Pictures stay out; everything else in the records below is copied exactly.

═══ Record excerpts ═══

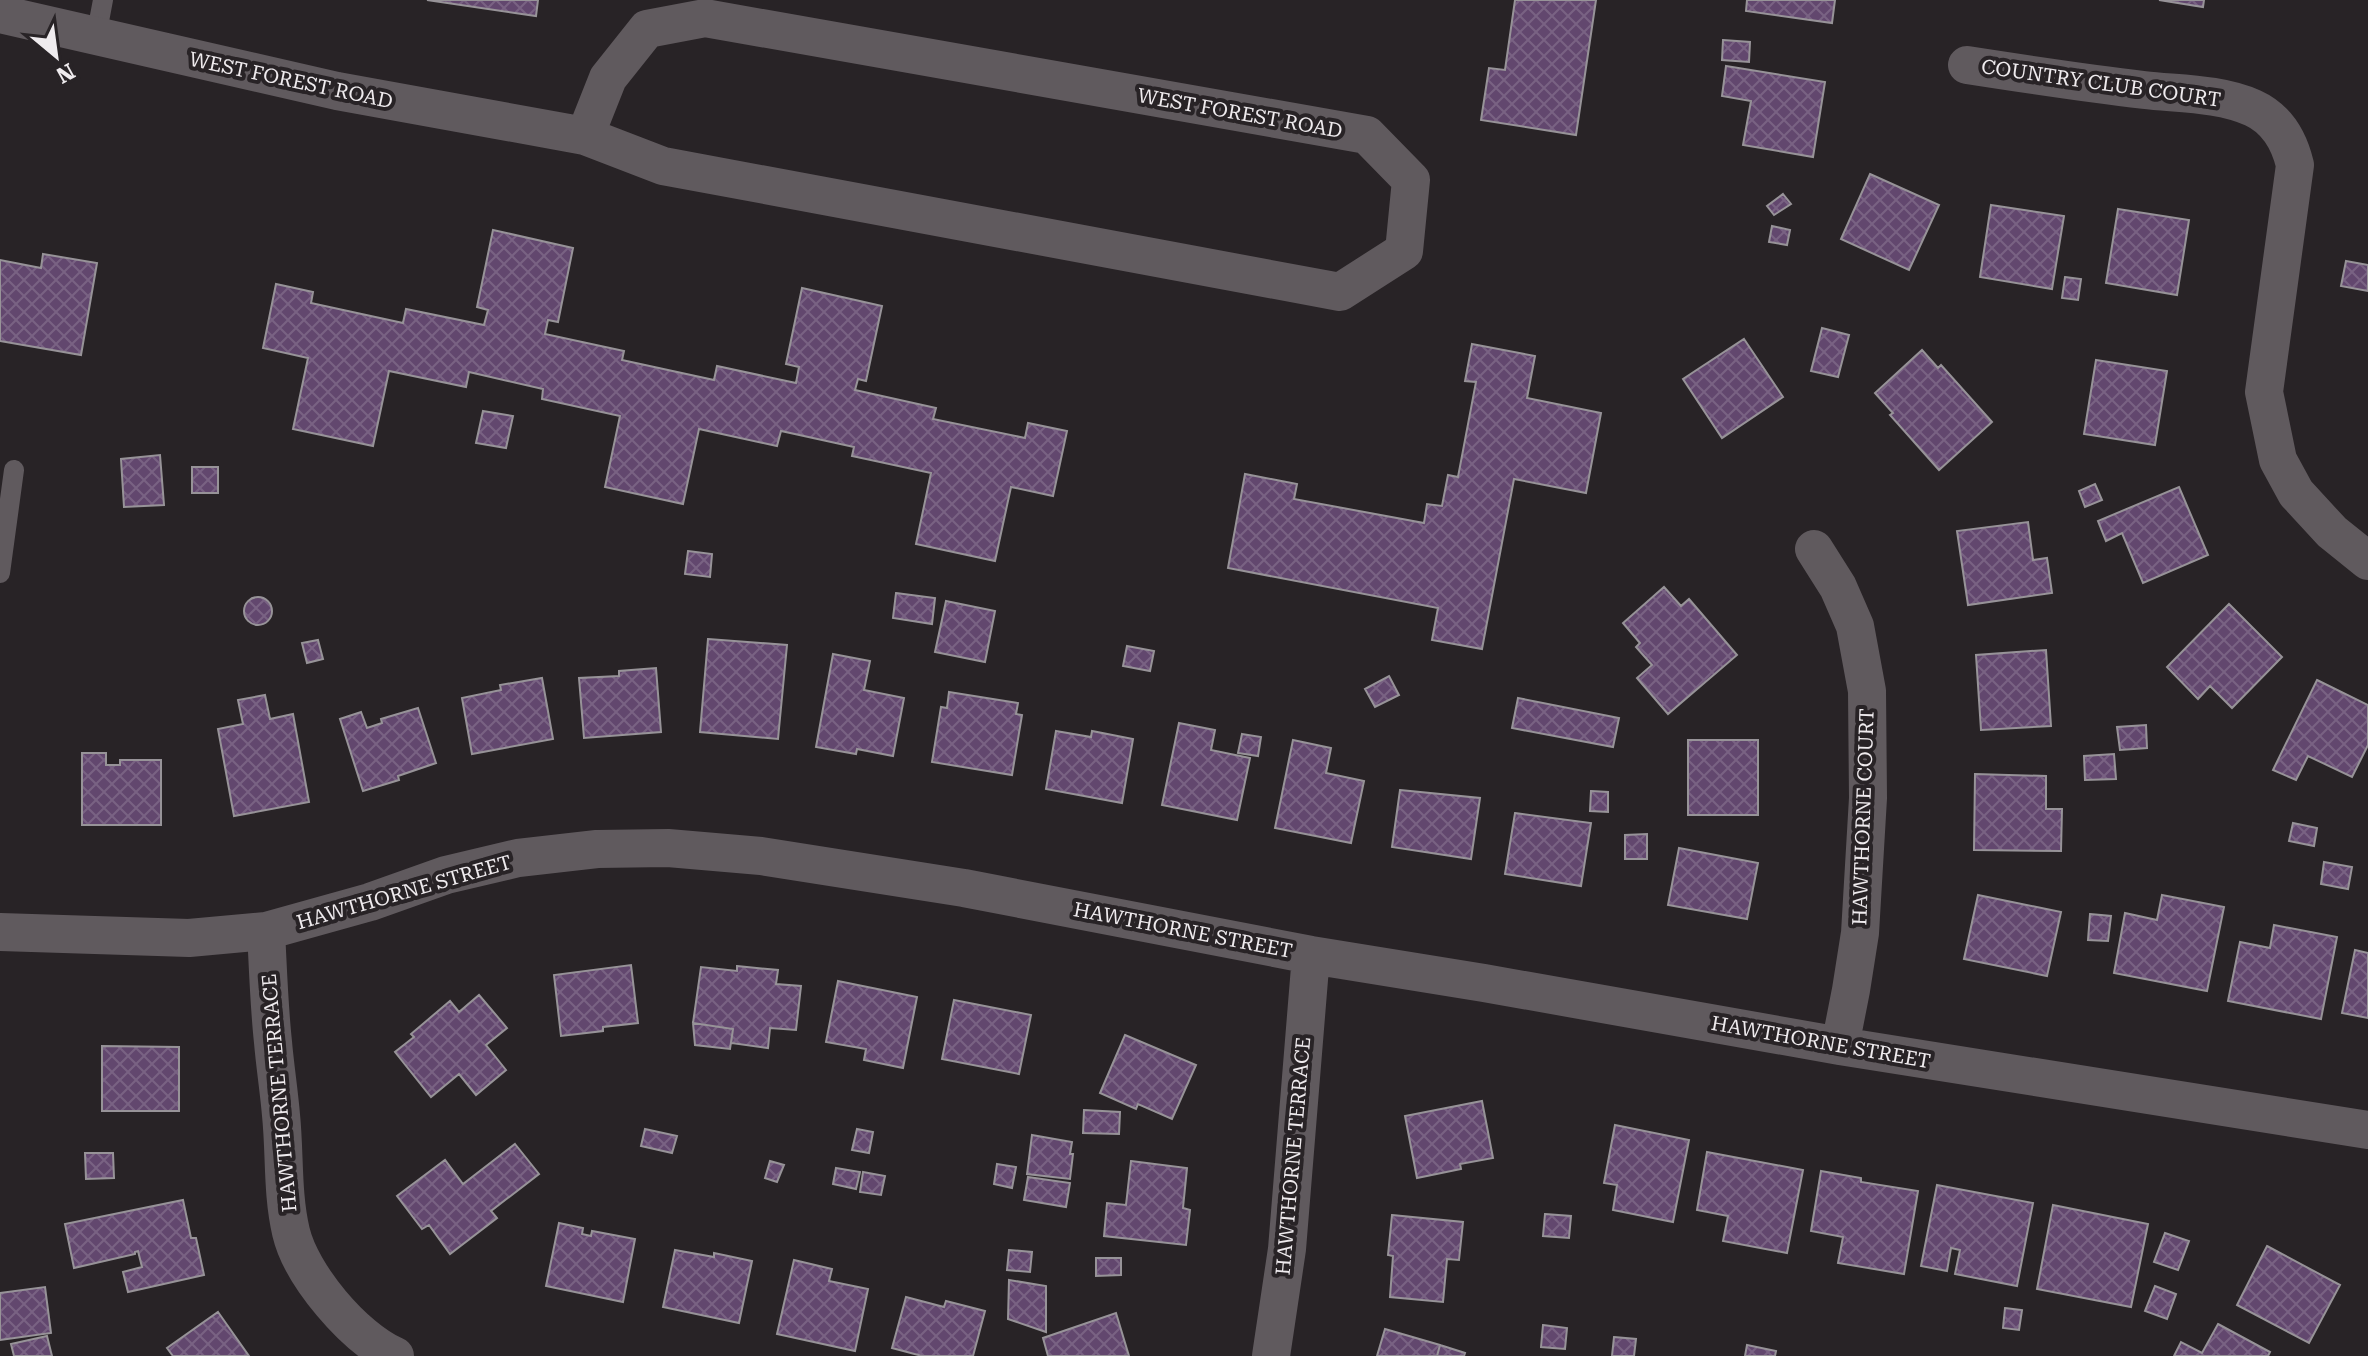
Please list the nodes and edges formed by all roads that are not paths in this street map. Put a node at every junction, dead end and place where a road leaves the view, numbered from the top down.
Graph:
1 (0, 14) edge
2 (99, 18) edge
3 (1967, 65) dead end
4 (585, 136) junction
5 (14, 470) dead end
6 (1814, 549) dead end
7 (2368, 561) edge
8 (0, 573) edge
9 (266, 931) junction
10 (0, 932) edge
11 (1311, 955) junction
12 (1840, 1046) junction
13 (2368, 1130) edge
14 (395, 1356) edge
15 (1271, 1356) edge

1 - 2 street, WEST FOREST ROAD
2 - 4 street, WEST FOREST ROAD
3 - 7 street, COUNTRY CLUB COURT
4 - 4 street, WEST FOREST ROAD
5 - 8 lane
6 - 12 street, HAWTHORNE COURT
9 - 10 street, HAWTHORNE STREET
9 - 11 street, HAWTHORNE STREET
9 - 14 street, HAWTHORNE TERRACE
11 - 12 street, HAWTHORNE STREET
11 - 15 street, HAWTHORNE TERRACE
12 - 13 street, HAWTHORNE STREET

═══

*Exercise solution:*
Please list the nodes and edges formed by all roads that are not paths in this street map. Put a node at every junction, dead end and place where a road leaves the view, numbered from the top down.
Graph:
1 (0, 14) edge
2 (99, 18) edge
3 (1967, 65) dead end
4 (585, 136) junction
5 (14, 470) dead end
6 (1814, 549) dead end
7 (2368, 561) edge
8 (0, 573) edge
9 (266, 931) junction
10 (0, 932) edge
11 (1311, 955) junction
12 (1840, 1046) junction
13 (2368, 1130) edge
14 (395, 1356) edge
15 (1271, 1356) edge

1 - 2 street, WEST FOREST ROAD
2 - 4 street, WEST FOREST ROAD
3 - 7 street, COUNTRY CLUB COURT
4 - 4 street, WEST FOREST ROAD
5 - 8 lane
6 - 12 street, HAWTHORNE COURT
9 - 10 street, HAWTHORNE STREET
9 - 11 street, HAWTHORNE STREET
9 - 14 street, HAWTHORNE TERRACE
11 - 12 street, HAWTHORNE STREET
11 - 15 street, HAWTHORNE TERRACE
12 - 13 street, HAWTHORNE STREET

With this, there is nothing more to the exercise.